Fell thinks the depressed flat market offers a buying opportunity – particularly if the Government goes through with its promise of leasehold reform.
It has been 18 months since the Leasehold and Freehold Reform Act was passed in the last hours of the Conservative government. But most measures within it have not yet been implemented.
Fell said: ‘Flat values are considerably cheaper than they were, and this potentially opens up an opportunity to buy a home that had previously been unaffordable.
‘And there are some reasonable reasons for optimism when it comes to future expectations of flat prices.

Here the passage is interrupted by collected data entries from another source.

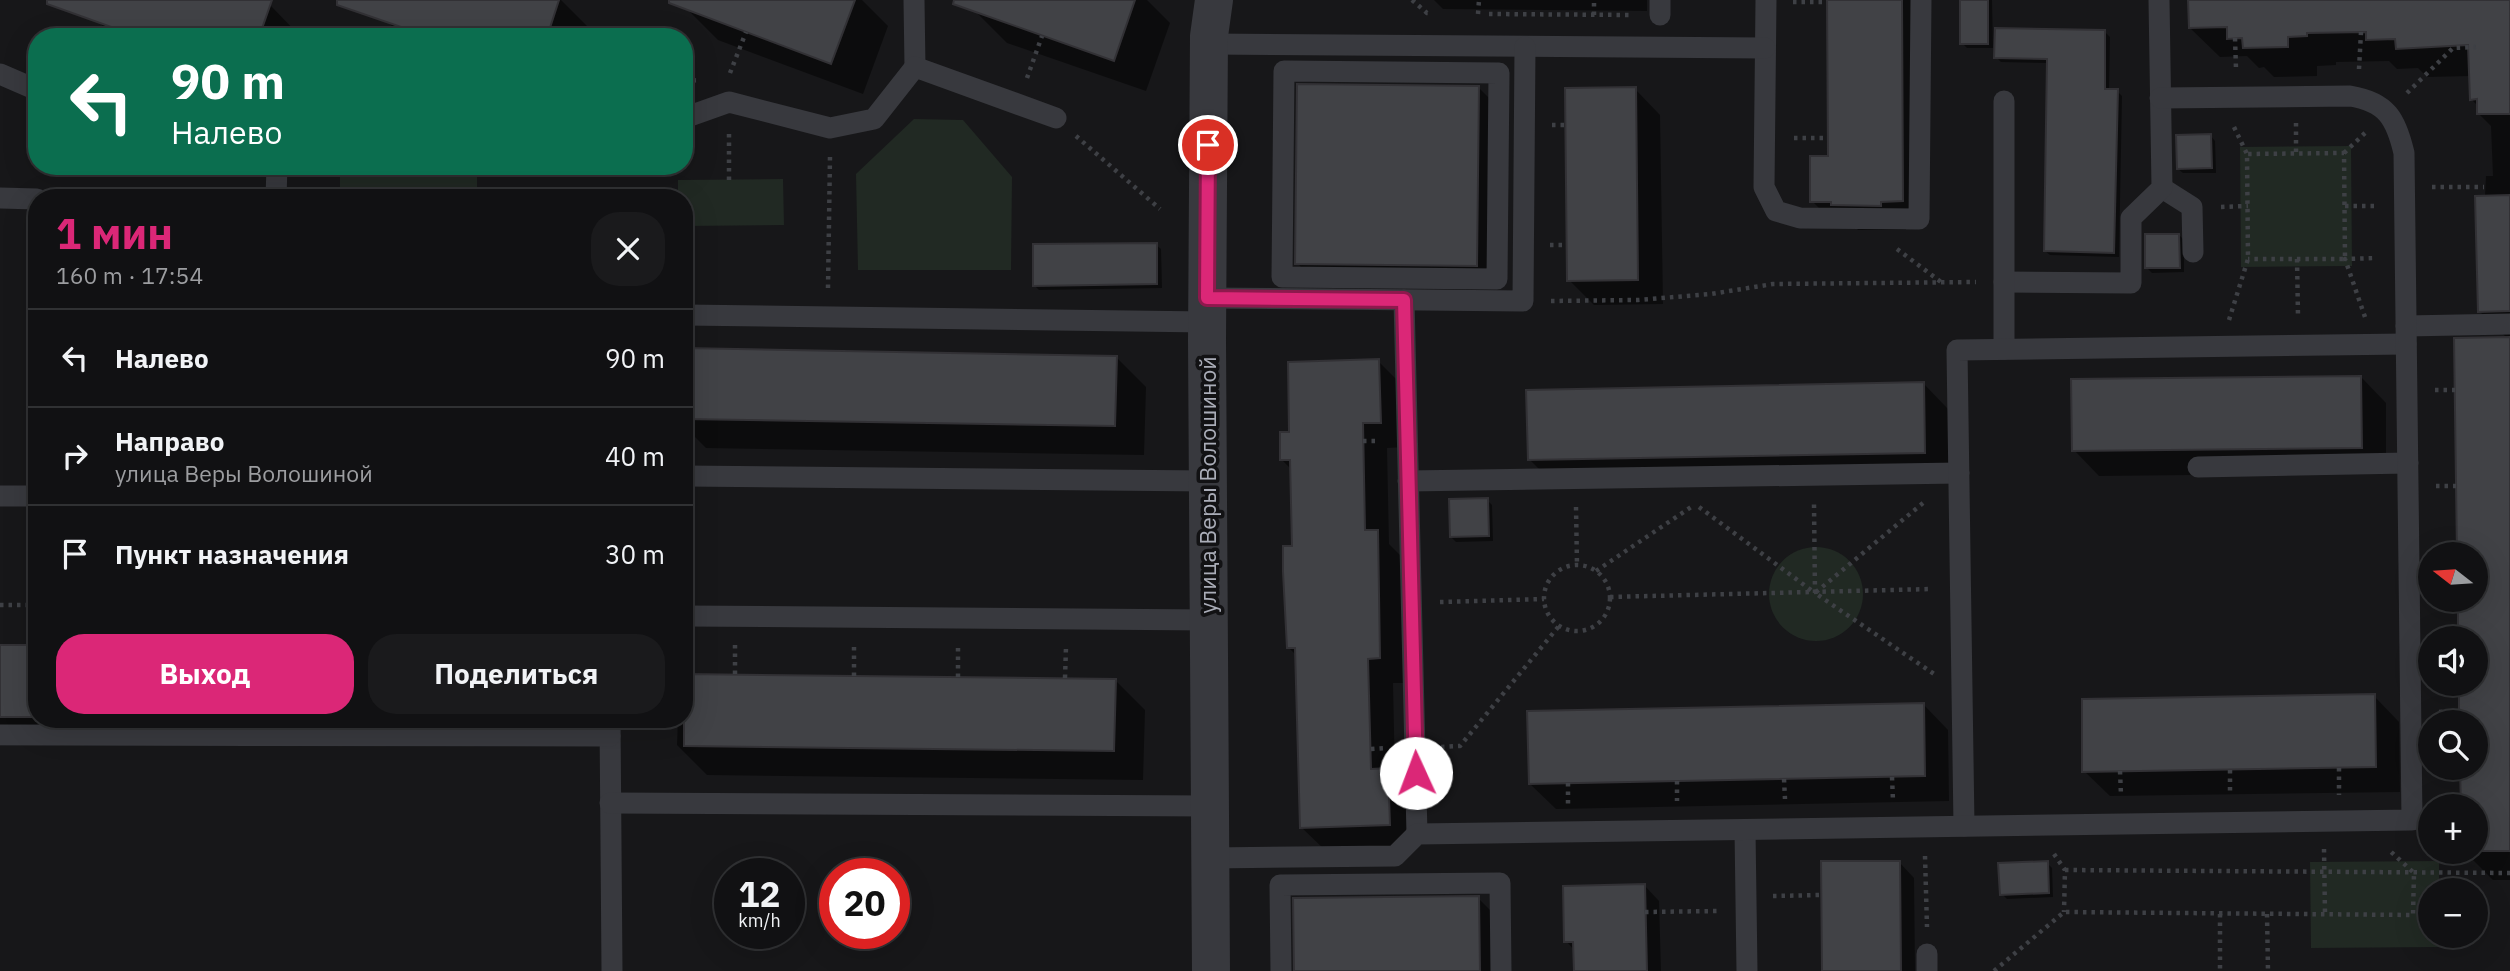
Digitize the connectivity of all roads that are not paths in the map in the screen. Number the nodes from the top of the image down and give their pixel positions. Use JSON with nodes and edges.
{"nodes":[{"id":1,"x":914,"y":0,"type":"edge"},
{"id":2,"x":1214,"y":0,"type":"edge"},
{"id":3,"x":1766,"y":0,"type":"edge"},
{"id":4,"x":1921,"y":0,"type":"edge"},
{"id":5,"x":2159,"y":0,"type":"edge"},
{"id":6,"x":1209,"y":44,"type":"junction"},
{"id":7,"x":1274,"y":44,"type":"junction"},
{"id":8,"x":1525,"y":47,"type":"junction"},
{"id":9,"x":1765,"y":48,"type":"junction"},
{"id":10,"x":915,"y":67,"type":"junction"},
{"id":11,"x":1284,"y":71,"type":"junction"},
{"id":12,"x":0,"y":74,"type":"edge"},
{"id":13,"x":28,"y":86,"type":"edge"},
{"id":14,"x":2160,"y":98,"type":"junction"},
{"id":15,"x":2004,"y":101,"type":"dead end"},
{"id":16,"x":693,"y":115,"type":"edge"},
{"id":17,"x":1056,"y":118,"type":"road end"},
{"id":18,"x":2162,"y":188,"type":"junction"},
{"id":19,"x":0,"y":198,"type":"edge"},
{"id":20,"x":28,"y":199,"type":"edge"},
{"id":21,"x":2193,"y":252,"type":"dead end"},
{"id":22,"x":1282,"y":277,"type":"junction"},
{"id":23,"x":2004,"y":282,"type":"junction"},
{"id":24,"x":1282,"y":299,"type":"junction"},
{"id":25,"x":1404,"y":300,"type":"junction"},
{"id":26,"x":1207,"y":310,"type":"junction"},
{"id":27,"x":693,"y":315,"type":"edge"},
{"id":28,"x":2510,"y":324,"type":"edge"},
{"id":29,"x":2406,"y":335,"type":"junction"},
{"id":30,"x":2004,"y":349,"type":"junction"},
{"id":31,"x":2408,"y":463,"type":"junction"},
{"id":32,"x":2198,"y":467,"type":"dead end"},
{"id":33,"x":1959,"y":473,"type":"junction"},
{"id":34,"x":693,"y":476,"type":"edge"},
{"id":35,"x":1208,"y":481,"type":"junction"},
{"id":36,"x":1408,"y":481,"type":"junction"},
{"id":37,"x":0,"y":496,"type":"edge"},
{"id":38,"x":28,"y":496,"type":"edge"},
{"id":39,"x":2418,"y":574,"type":"edge"},
{"id":40,"x":2419,"y":612,"type":"edge"},
{"id":41,"x":693,"y":616,"type":"edge"},
{"id":42,"x":1209,"y":620,"type":"junction"},
{"id":43,"x":610,"y":728,"type":"edge"},
{"id":44,"x":0,"y":735,"type":"edge"},
{"id":45,"x":610,"y":803,"type":"junction"},
{"id":46,"x":1211,"y":806,"type":"junction"},
{"id":47,"x":1964,"y":826,"type":"junction"},
{"id":48,"x":1745,"y":830,"type":"junction"},
{"id":49,"x":1418,"y":834,"type":"junction"},
{"id":50,"x":1210,"y":858,"type":"junction"},
{"id":51,"x":612,"y":971,"type":"edge"},
{"id":52,"x":1211,"y":971,"type":"edge"},
{"id":53,"x":1280,"y":971,"type":"edge"},
{"id":54,"x":1501,"y":971,"type":"edge"},
{"id":55,"x":1747,"y":971,"type":"edge"}],
"edges":[{"from":1,"to":10,"type":"lane"},
{"from":2,"to":6,"type":"street","name":"улица Веры Волошиной"},
{"from":3,"to":9,"type":"lane"},
{"from":4,"to":9,"type":"lane"},
{"from":5,"to":14,"type":"lane"},
{"from":6,"to":7,"type":"lane"},
{"from":6,"to":26,"type":"street","name":"улица Веры Волошиной"},
{"from":7,"to":8,"type":"lane"},
{"from":7,"to":11,"type":"lane"},
{"from":8,"to":9,"type":"lane"},
{"from":8,"to":25,"type":"lane"},
{"from":10,"to":16,"type":"lane"},
{"from":10,"to":17,"type":"lane"},
{"from":11,"to":22,"type":"lane"},
{"from":11,"to":22,"type":"lane"},
{"from":12,"to":13,"type":"lane"},
{"from":14,"to":18,"type":"lane"},
{"from":14,"to":29,"type":"lane"},
{"from":15,"to":23,"type":"lane"},
{"from":18,"to":21,"type":"lane"},
{"from":18,"to":23,"type":"lane"},
{"from":19,"to":20,"type":"lane"},
{"from":22,"to":24,"type":"lane"},
{"from":23,"to":30,"type":"lane"},
{"from":24,"to":25,"type":"lane"},
{"from":24,"to":26,"type":"lane"},
{"from":25,"to":36,"type":"lane"},
{"from":26,"to":27,"type":"lane"},
{"from":26,"to":35,"type":"street","name":"улица Веры Волошиной"},
{"from":28,"to":29,"type":"lane"},
{"from":29,"to":30,"type":"lane"},
{"from":29,"to":31,"type":"lane"},
{"from":30,"to":33,"type":"lane"},
{"from":31,"to":32,"type":"lane"},
{"from":31,"to":39,"type":"lane"},
{"from":33,"to":36,"type":"lane"},
{"from":33,"to":47,"type":"lane"},
{"from":34,"to":35,"type":"lane"},
{"from":35,"to":42,"type":"street","name":"улица Веры Волошиной"},
{"from":36,"to":49,"type":"lane"},
{"from":37,"to":38,"type":"lane"},
{"from":40,"to":47,"type":"lane"},
{"from":41,"to":42,"type":"lane"},
{"from":42,"to":46,"type":"street","name":"улица Веры Волошиной"},
{"from":43,"to":44,"type":"lane"},
{"from":43,"to":45,"type":"lane"},
{"from":45,"to":46,"type":"lane"},
{"from":45,"to":51,"type":"lane"},
{"from":46,"to":50,"type":"street","name":"улица Веры Волошиной"},
{"from":47,"to":48,"type":"lane"},
{"from":48,"to":49,"type":"lane"},
{"from":48,"to":55,"type":"lane"},
{"from":49,"to":50,"type":"lane"},
{"from":50,"to":52,"type":"street","name":"улица Веры Волошиной"},
{"from":53,"to":54,"type":"lane"}]}
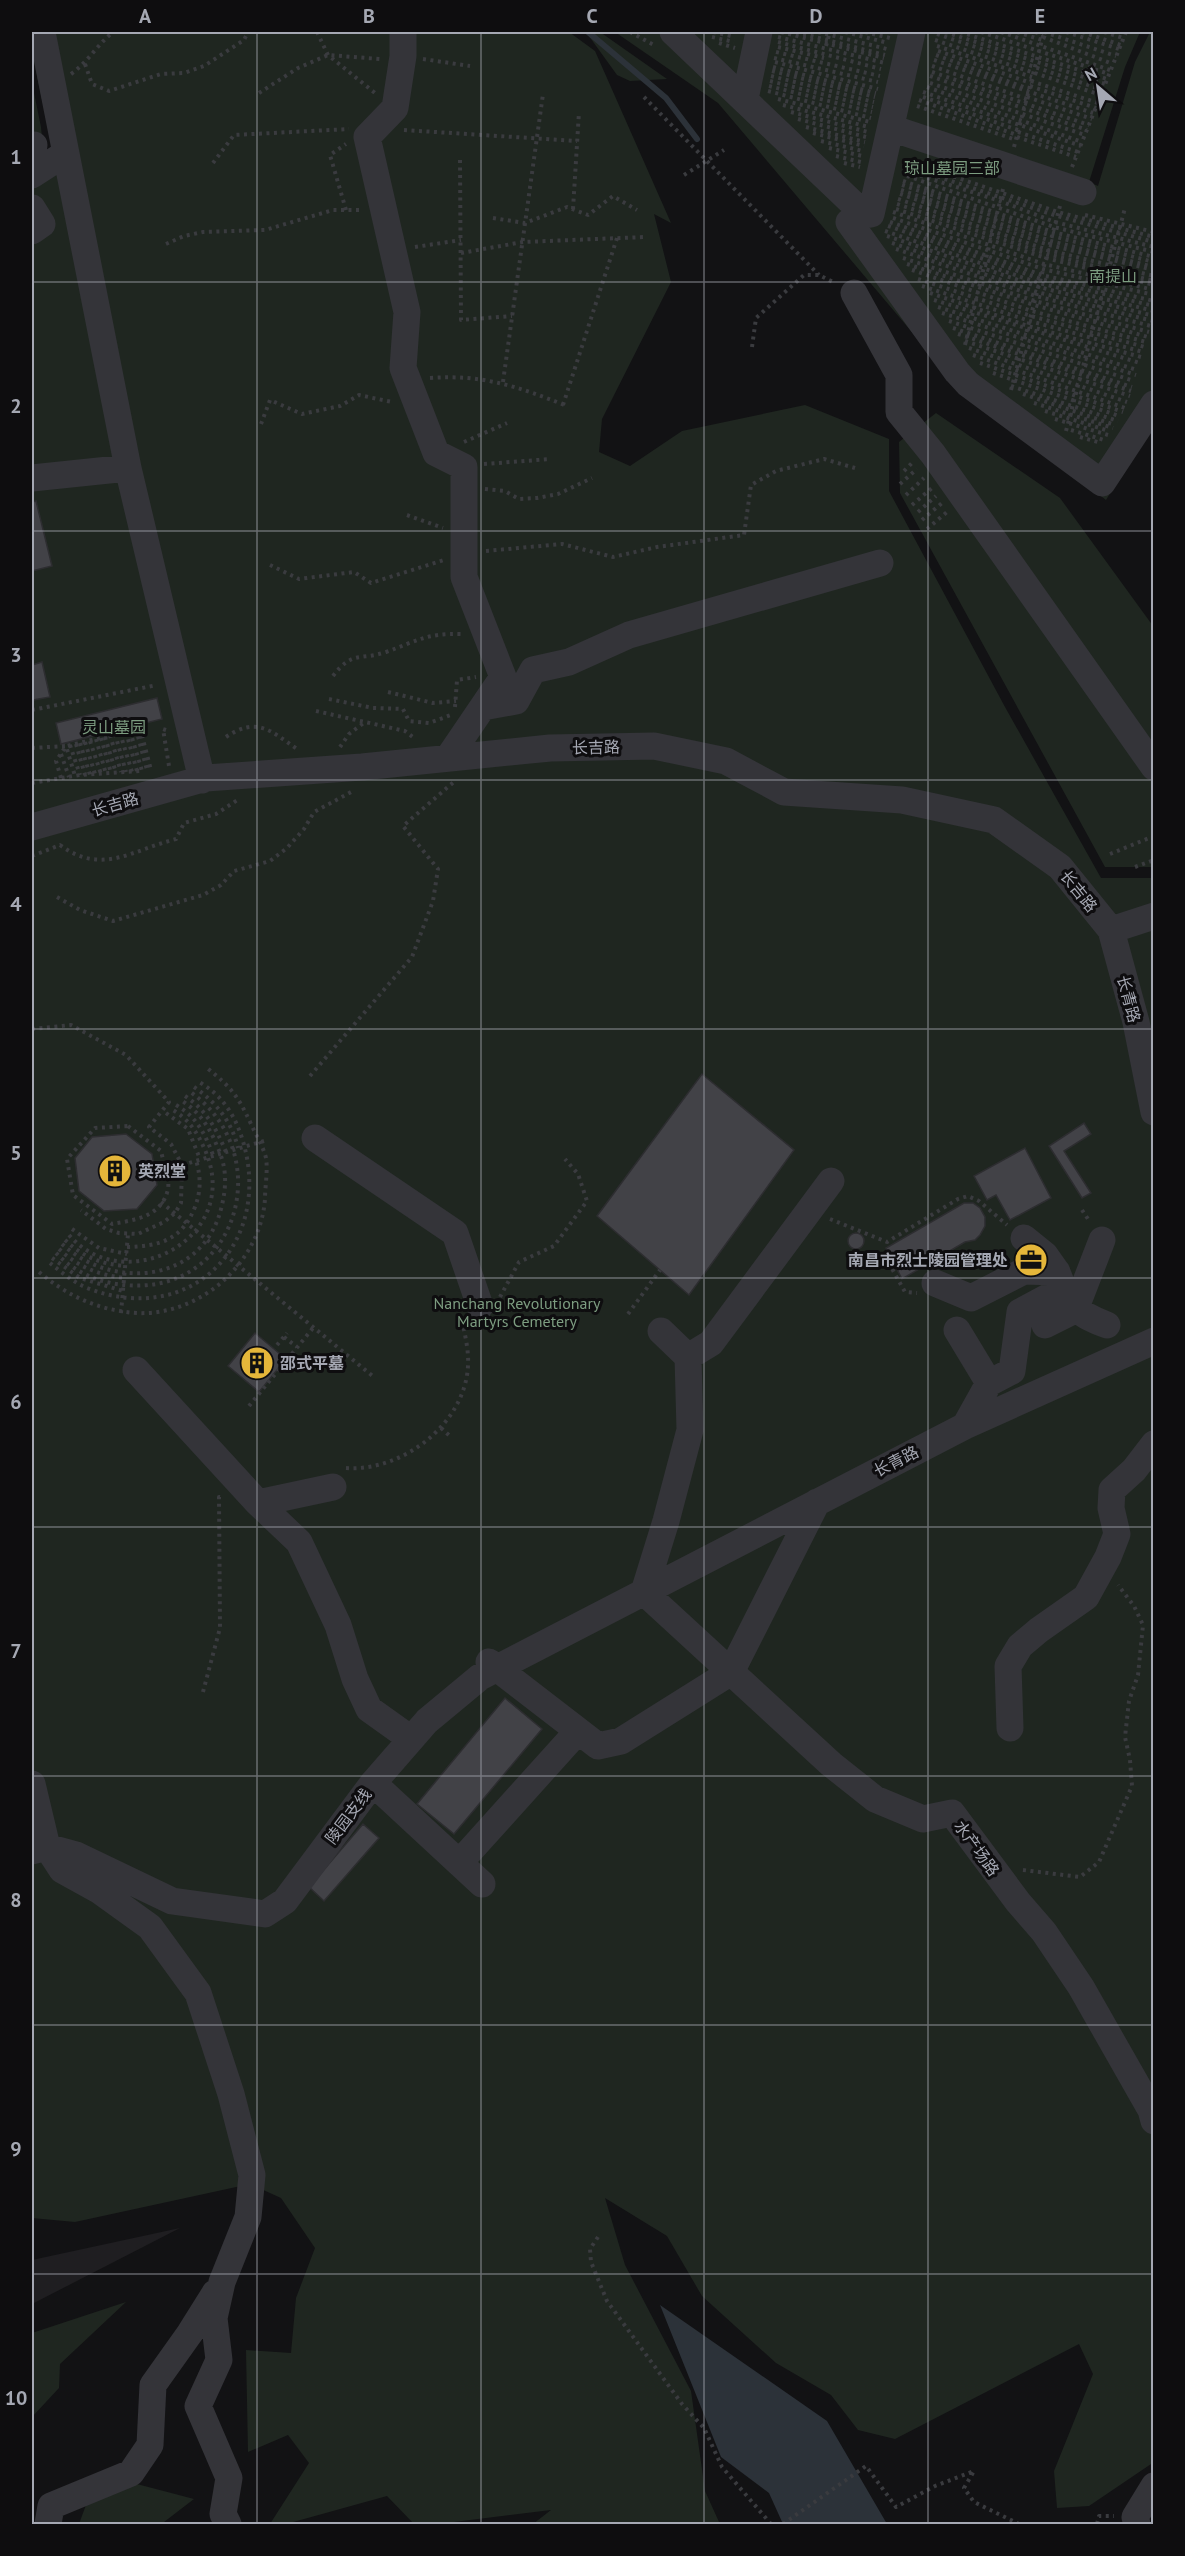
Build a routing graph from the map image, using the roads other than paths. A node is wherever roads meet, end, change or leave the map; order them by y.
1 (42, 32) edge
2 (685, 36) edge
3 (403, 44) edge
4 (755, 73) edge
5 (904, 104) edge
6 (66, 153) junction
7 (32, 175) edge
8 (1074, 189) road end
9 (32, 208) edge
10 (32, 231) edge
11 (895, 269) junction
12 (854, 293) road end
13 (1135, 396) edge
14 (128, 468) junction
15 (32, 478) edge
16 (880, 563) dead end
17 (474, 701) junction
18 (448, 758) junction
19 (1154, 767) edge
20 (202, 780) junction
21 (32, 827) edge
22 (1154, 916) edge
23 (1111, 930) junction
24 (1154, 1112) edge
25 (315, 1138) dead end
26 (831, 1180) dead end
27 (1024, 1238) road end
28 (1102, 1240) dead end
29 (935, 1283) road end
30 (1065, 1290) junction
31 (480, 1308) road end
32 (1045, 1325) dead end
33 (1107, 1325) dead end
34 (661, 1330) dead end
35 (957, 1330) dead end
36 (1154, 1341) edge
37 (688, 1357) junction
38 (136, 1370) dead end
39 (989, 1383) junction
40 (965, 1425) junction
41 (1154, 1444) edge
42 (337, 1477) road end
43 (817, 1502) junction
44 (258, 1503) junction
45 (644, 1592) junction
46 (493, 1666) junction
47 (731, 1672) junction
48 (1010, 1728) dead end
49 (578, 1731) junction
50 (411, 1739) junction
51 (373, 1783) junction
52 (32, 1784) edge
53 (39, 1849) edge
54 (459, 1862) junction
55 (483, 1884) dead end
56 (1154, 2121) edge
57 (222, 2282) junction
58 (1154, 2486) edge
59 (48, 2524) edge
60 (228, 2524) edge
61 (1137, 2524) edge

1 - 6 street
2 - 4 street
3 - 17 street
4 - 11 street
5 - 8 street
5 - 11 street
6 - 7 street
6 - 14 street
9 - 10 street
11 - 13 street
12 - 19 street
14 - 15 street
14 - 20 street
16 - 17 street
17 - 18 street
18 - 20 street, 长吉路
18 - 23 street, 长吉路
20 - 21 street, 长吉路
22 - 23 street
23 - 24 street, 长青路
25 - 31 street
26 - 37 street
27 - 30 street
28 - 30 street
29 - 30 street
30 - 32 street
30 - 33 street
30 - 39 street
34 - 37 street
35 - 39 street
36 - 40 street, 长青路
37 - 45 street
38 - 44 street
39 - 40 street
40 - 43 street, 长青路
41 - 48 street
42 - 44 street
43 - 45 street, 长青路
43 - 47 street
44 - 50 street
45 - 46 street, 陵园支线
45 - 47 street, 水产场路
46 - 49 street
46 - 50 street, 陵园支线
47 - 49 street
47 - 56 street, 水产场路
49 - 54 street
50 - 51 street, 陵园支线
51 - 53 street, 陵园支线
51 - 54 street
52 - 53 street
53 - 57 street
54 - 55 street
57 - 59 street
57 - 60 street
58 - 61 street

‘In the short to medium term, it’s likely that reform of the leasehold system will give owners more control to shop around for better service and price when it comes to picking a managing agent or even going it alone.
He adds: ‘There is also an increasing recognition that the Building Safety Regulator isn’t working as intended. It’s quite conceivable that a lighter-touch process will emerge, reducing the time and cost of getting major works signed off.
‘This is often work which has stopped owners from selling. And finally, there has been a degree of rollback on inflationary energy policies, which may bring down the cost of running communal heating and hot water systems – one of the biggest drivers of service charge inflation.’
Donnell also believes there is value for money in flats.
He says: ‘In simple terms values are the same today as a decade ago – and there is a buying opportunity so long as you do your homework and really understand the leasehold market and how to manage any risks.
‘Focusing on converted flats and looking at how the property is managed and whether you could self-manage or there is a share of freehold are more attractive.’